578 (Burn) Squadron memorial - Carpenters Wood (Maidenhead, Berkshire)
Early on the morning of 18 July 1944, 21 Halifax bombers of 578 Squadron took off from Burn to attack fortified villages near Caen in France. On the outward flight, LK-Q developed a fire which the crew were unable to control. In his anxiety to avoid the heavily populated areas of Reading, Maidenhead and Windsor, the Pilot steered into open country before the fully fuelled and armed aircraft lost altitude and exploded in mid air over the dense wood near Pinkney’s Green. Miraculously, the Canadian rear gunner Flt.Sgt. Hugh Sloan, was blown upwards out of his turret and managed to parachute to safety but the rest of his crew perished without trace. Their names are recorded on panels of the Air Forces Memorial to the Missing at Runnymede.Sergeant Hugh Sloan, the rear gunner, was the sole survivor of this tragedy. The remaining crew who lost their lives were:
Flying Officer Victor Starkoff DFC (Australian Pilot) 33
Pilot Officer Jan Frederick Fink (Navigator) 26
Flight Sergeant Ivor Morgan (Bomb Aimer) 20
Pilot Officer Lloyde Hinson Hopper (Canadian Wireless Operator) 24
Sergeant Gerald Thomas Nicholson (Flight Engineer) 20
Flight Sergeant John Edward Clague (Mid-upper Gunner)

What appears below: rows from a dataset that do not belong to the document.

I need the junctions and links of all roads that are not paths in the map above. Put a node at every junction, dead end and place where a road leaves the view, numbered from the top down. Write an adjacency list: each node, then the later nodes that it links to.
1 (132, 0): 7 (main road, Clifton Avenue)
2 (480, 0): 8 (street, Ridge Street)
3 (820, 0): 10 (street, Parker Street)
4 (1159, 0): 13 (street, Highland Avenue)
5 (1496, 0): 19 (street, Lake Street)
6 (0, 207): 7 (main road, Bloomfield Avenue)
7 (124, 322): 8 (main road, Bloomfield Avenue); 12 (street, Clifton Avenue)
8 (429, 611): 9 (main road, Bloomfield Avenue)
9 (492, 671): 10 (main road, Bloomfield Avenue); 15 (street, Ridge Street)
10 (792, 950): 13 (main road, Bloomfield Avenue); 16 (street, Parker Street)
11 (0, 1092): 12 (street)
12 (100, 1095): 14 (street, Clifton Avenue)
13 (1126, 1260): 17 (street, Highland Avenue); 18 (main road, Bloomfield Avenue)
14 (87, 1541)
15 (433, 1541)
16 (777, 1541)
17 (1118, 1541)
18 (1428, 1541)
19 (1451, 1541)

Hugh Cawdren with the assistance of 587 Burn Association managed to trace the crash site in the spring of 1988.
There are still three large craters, the largest being 15 feet deep and 100 feet across in the heavy wooded land
owned by the Woodland Trust. A memorial to those who perished onboard “Q for Queenie” was unveiled on 18th
July 1998, conducted by the Chaplain in Chief of the Royal Air Force and the Maidenhead Rabbi. Also in attendance were 578 Sqn veterans, Air Force representatives, the Mayor of the Royal Borough of Windsor and Maidenhead and members of 155 (Maidenhead) Squadron Air Training Corps. Some 10 years after the original memorial was unveiled, 155 (Maidenhead) Squadron ATC have worked to remove the old wooden memorial and place a more substantial permanent memorial next to the main crater in Carpenters Wood. This was unveiled in October 2008.

155 (Maidenhead) Squadron ATC has now become the custodian of the memorial and will continue to work onsite
at the woods and maintain the area in fitting with the memorial to honour those who lost their lives.